1-Keep the company in business
2-Keep mission critical computing resources functioning and producing
correct results
3-Make all computing resources century compliant
4-Ensure that new computing resources are century compliant
5-Make all computing resources compliant with industry standards

This priority list suggests that if your organization has the time and money, the
computing resources should be made compliant with standards such as ANSI
X3.30 or ISO 8601. Other organizations might only be able to perform selective
century compliance on mission critical systems.

Myths About the Data Approach

If you change the data, you won't need to change the source code
At the very least you will need to change data declarations and recompile.
If the compiler or other horizontal software such as the DBMS or CICS is
now at a higher version than when the software was last compiled, the
software may operate differently than before.

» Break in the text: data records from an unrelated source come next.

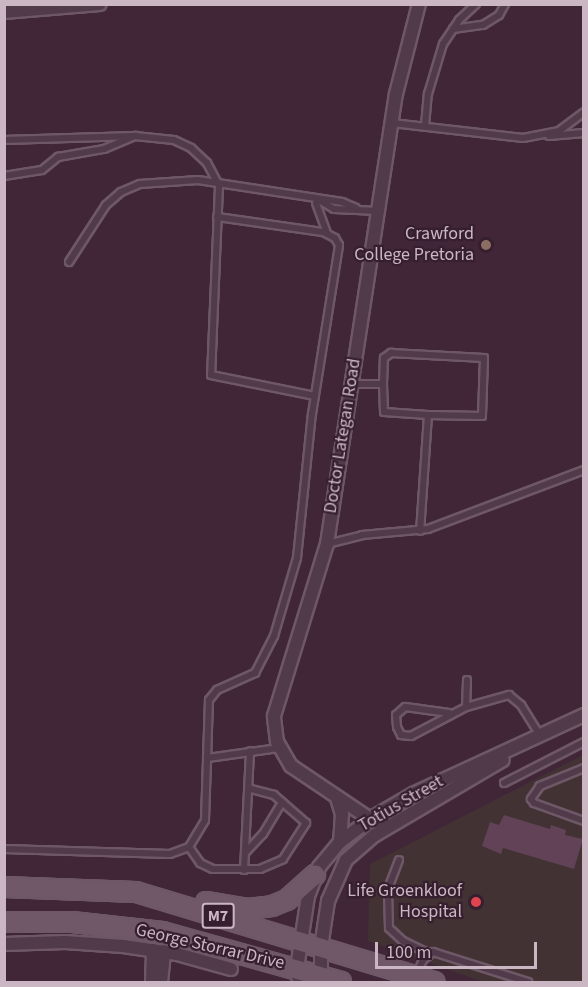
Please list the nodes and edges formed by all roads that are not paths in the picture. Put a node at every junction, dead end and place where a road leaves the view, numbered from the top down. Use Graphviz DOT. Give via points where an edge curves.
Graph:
graph roads {
  1 [pos="100,4"];
  2 [pos="419,4"];
  3 [pos="476,4"];
  4 [pos="505,4"];
  5 [pos="4,12"];
  6 [pos="453,29"];
  7 [pos="584,112"];
  8 [pos="391,123"];
  9 [pos="425,126"];
  10 [pos="584,133"];
  11 [pos="135,136"];
  12 [pos="539,136"];
  13 [pos="4,140"];
  14 [pos="4,176"];
  15 [pos="219,186"];
  16 [pos="315,200"];
  17 [pos="378,211"];
  18 [pos="217,217"];
  19 [pos="327,233"];
  20 [pos="69,262"];
  21 [pos="351,384"];
  22 [pos="383,384"];
  23 [pos="315,396"];
  24 [pos="428,416"];
  25 [pos="584,470"];
  26 [pos="420,531"];
  27 [pos="327,544"];
  28 [pos="467,680"];
  29 [pos="466,707"];
  30 [pos="449,713"];
  31 [pos="584,715"];
  32 [pos="537,739"];
  33 [pos="584,742"];
  34 [pos="279,748"];
  35 [pos="249,751"];
  36 [pos="207,758"];
  37 [pos="584,768"];
  38 [pos="504,783"];
  39 [pos="251,789"];
  40 [pos="337,798"];
  41 [pos="282,802"];
  42 [pos="370,819"];
  43 [pos="584,821"];
  44 [pos="389,826"];
  45 [pos="365,841"];
  46 [pos="340,842"];
  47 [pos="189,847"];
  48 [pos="4,849"];
  49 [pos="245,853"];
  50 [pos="399,860"];
  51 [pos="244,870"];
  52 [pos="315,875"];
  53 [pos="4,887"];
  54 [pos="136,892"];
  55 [pos="4,922"];
  56 [pos="300,941"];
  57 [pos="4,944"];
  58 [pos="321,947"];
  59 [pos="158,951"];
  60 [pos="428,953"];
  61 [pos="231,969"];
  62 [pos="298,975"];
  63 [pos="415,976"];
  64 [pos="320,979"];
  65 [pos="152,982"];
  66 [pos="161,982"];
  67 [pos="341,982"];
  68 [pos="435,982"];
  69 [pos="528,982"];
  1 -- 5 [label="street"];
  2 -- 8 [label="street, Doctor Lategan Road"];
  3 -- 6 [label="lane"];
  4 -- 6 [label="lane" via="499,15 483,25"];
  6 -- 9 [label="lane" via="443,44 428,94"];
  7 -- 12 [label="lane" via="559,131"];
  8 -- 9 [label="lane"];
  8 -- 17 [label="street, Doctor Lategan Road"];
  9 -- 12 [label="lane" via="507,137"];
  10 -- 12 [label="lane"];
  11 -- 13 [label="lane"];
  11 -- 14 [label="lane" via="104,149 58,157 42,170"];
  11 -- 15 [label="lane" via="183,143 207,163"];
  15 -- 16 [label="lane"];
  15 -- 18 [label="lane"];
  15 -- 20 [label="lane" via="179,180 129,188 106,205"];
  16 -- 17 [label="lane" via="334,209"];
  16 -- 19 [label="lane"];
  17 -- 21 [label="street, Doctor Lategan Road"];
  18 -- 19 [label="lane"];
  18 -- 23 [label="lane" via="211,375"];
  19 -- 23 [label="lane" via="335,238 339,252"];
  21 -- 22 [label="lane"];
  21 -- 27 [label="street, Doctor Lategan Road"];
  22 -- 24 [label="lane" via="384,412"];
  22 -- 24 [label="lane" via="384,358 391,353 484,358 482,416"];
  23 -- 36 [label="lane" via="292,576 271,644 255,673 217,690 209,700"];
  24 -- 26 [label="lane"];
  25 -- 26 [label="lane"];
  26 -- 27 [label="lane" via="362,535"];
  27 -- 34 [label="street, Doctor Lategan Road" via="275,710"];
  28 -- 29 [label="lane"];
  29 -- 30 [label="lane"];
  29 -- 32 [label="lane" via="509,695 521,705"];
  30 -- 30 [label="lane" via="440,723 411,736 401,735 397,727 396,715 405,707"];
  31 -- 32 [label="street, Totius Street"];
  32 -- 42 [label="street, Totius Street" via="444,779"];
  32 -- 44 [label="street, Totius Street"];
  33 -- 38 [label="lane"];
  34 -- 35 [label="lane"];
  34 -- 40 [label="street" via="296,770"];
  35 -- 36 [label="lane"];
  35 -- 39 [label="lane"];
  36 -- 47 [label="lane" via="205,820"];
  37 -- 43 [label="lane" via="540,786 531,799 534,804"];
  39 -- 41 [label="lane" via="270,793"];
  39 -- 49 [label="lane"];
  40 -- 42 [label="street"];
  40 -- 46 [label="street" via="342,820"];
  41 -- 49 [label="lane" via="263,834"];
  41 -- 51 [label="lane" via="305,821 306,827 279,862"];
  42 -- 44 [label="street"];
  42 -- 45 [label="street"];
  42 -- 46 [label="street, Totius Street"];
  44 -- 45 [label="street, Totius Street"];
  45 -- 58 [label="street, Totius Street" via="337,874"];
  46 -- 52 [label="street, Totius Street"];
  47 -- 48 [label="lane" via="170,854"];
  47 -- 51 [label="lane" via="207,867"];
  49 -- 51 [label="lane"];
  50 -- 60 [label="lane" via="388,888 389,928 403,941"];
  52 -- 54 [label="main road" via="287,900 256,909"];
  52 -- 56 [label="street, Totius Street"];
  53 -- 54 [label="main road, George Storrar Drive / M7"];
  54 -- 56 [label="main road, George Storrar Drive / M7"];
  55 -- 62 [label="main road, George Storrar Drive / M7" via="72,922 162,932"];
  56 -- 58 [label="main road, George Storrar Drive / M7"];
  56 -- 62 [label="street, Totius Street"];
  57 -- 59 [label="street, George Storrar Drive" via="65,942"];
  58 -- 63 [label="main road, George Storrar Drive / M7"];
  58 -- 64 [label="street, Totius Street"];
  59 -- 61 [label="street, George Storrar Drive"];
  59 -- 65 [label="street"];
  59 -- 66 [label="street"];
  60 -- 63 [label="lane"];
  60 -- 69 [label="lane"];
  62 -- 64 [label="main road, George Storrar Drive / M7"];
  63 -- 68 [label="main road, George Storrar Drive / M7"];
  64 -- 67 [label="main road, George Storrar Drive / M7"];
}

In addition, you will need to
remove special logic to deal with century rollover of 2 digit years. By far
the largest impact is reworking all the special year manipulation logic which
moves 4 digit years to 2 digit data items and vice versa. Furthermore, new
logic will be required to improve the functionality of the user interface on
screens.

There will be no messy code required to infer the century from a 2
digit year

OS/VS COBOL and VS COBOL II do not support 4 digit years in the
system date, and applications accessing this date will still need to infer the
century. (This is a special case of internal bridge logic). Bridge programs
accepting input from external systems may need to infer the century. If
users are allowed to enter 2 digit years, the century needs to be inferred
here also.

Changing to 4 digit years will eliminate all logic errors

Applications can contain date arithmetic, such as subtracting 1 from the
year portion of a Gregorian date. Changing to 4 digit years corrects the
problem of a negative result in the year 2000, but will not address the more
subtle condition caused by subtracting 1 from the year when the date is 29
February in a leap year.

Changing the data means fixing the problem once, whereas fixing
the code means fixing every program that accesses the data

Unfortunately, the data is key, and changing its structure has a large ripple
effect. When the data changes, so too must its copybooks. If the record is
referenced in a sort, the control statements may need to change. If the
record is stored in a VSAM file, the DEFINE must change and so on.

Arguments For the Data Approach

1-Easier code upgrade effort required, and results in simpler date logic in
programs.
2-Eliminates 2 digit year ambiguity and the year 2000 rollover issue
simultaneously.
3-Eliminates overhead of documenting complex date logic, and hardcoded
century values.
4-As more and more interfacing systems carry 4 digit years, bridging
requirements decrease. Data is more portable when the majority of other
applications use 4 digit years.
5-Enables a consistency of approach with newly developed century
compliant systems.

Arguments Against the Data Approach

1-Changing data structures impacts the whole system: programs, copybooks,
sysins, jobs, DCBs, sorts, VSAM defines. Portions of the system with no
direct date functionality are also impacted requiring recompiling and testing.
2-Flow-on effect to data warehouses and other duplicated data.
3-Every recompiled program must be tested, or the whole system must be
tested.
4-Data conversion process can be costly. Archived data may require
conversion or support by special logic. The cut-over is complex, potentially
needing to support both the new and old data formats simultaneously.
5-Increases space required and may impact processing volumes and speeds.
6-Exposes the system to a significant change with associated risk. The look
and feel of the system is changed.
7-Increases the complexity of configuration management with parallel
production enhancements.
8-During system testing and/or cut-over, disk requirements may peak at
twice the production data volume.
9-Test requirements are as for a major system change, and may require
special considerations such as dedicated test regions.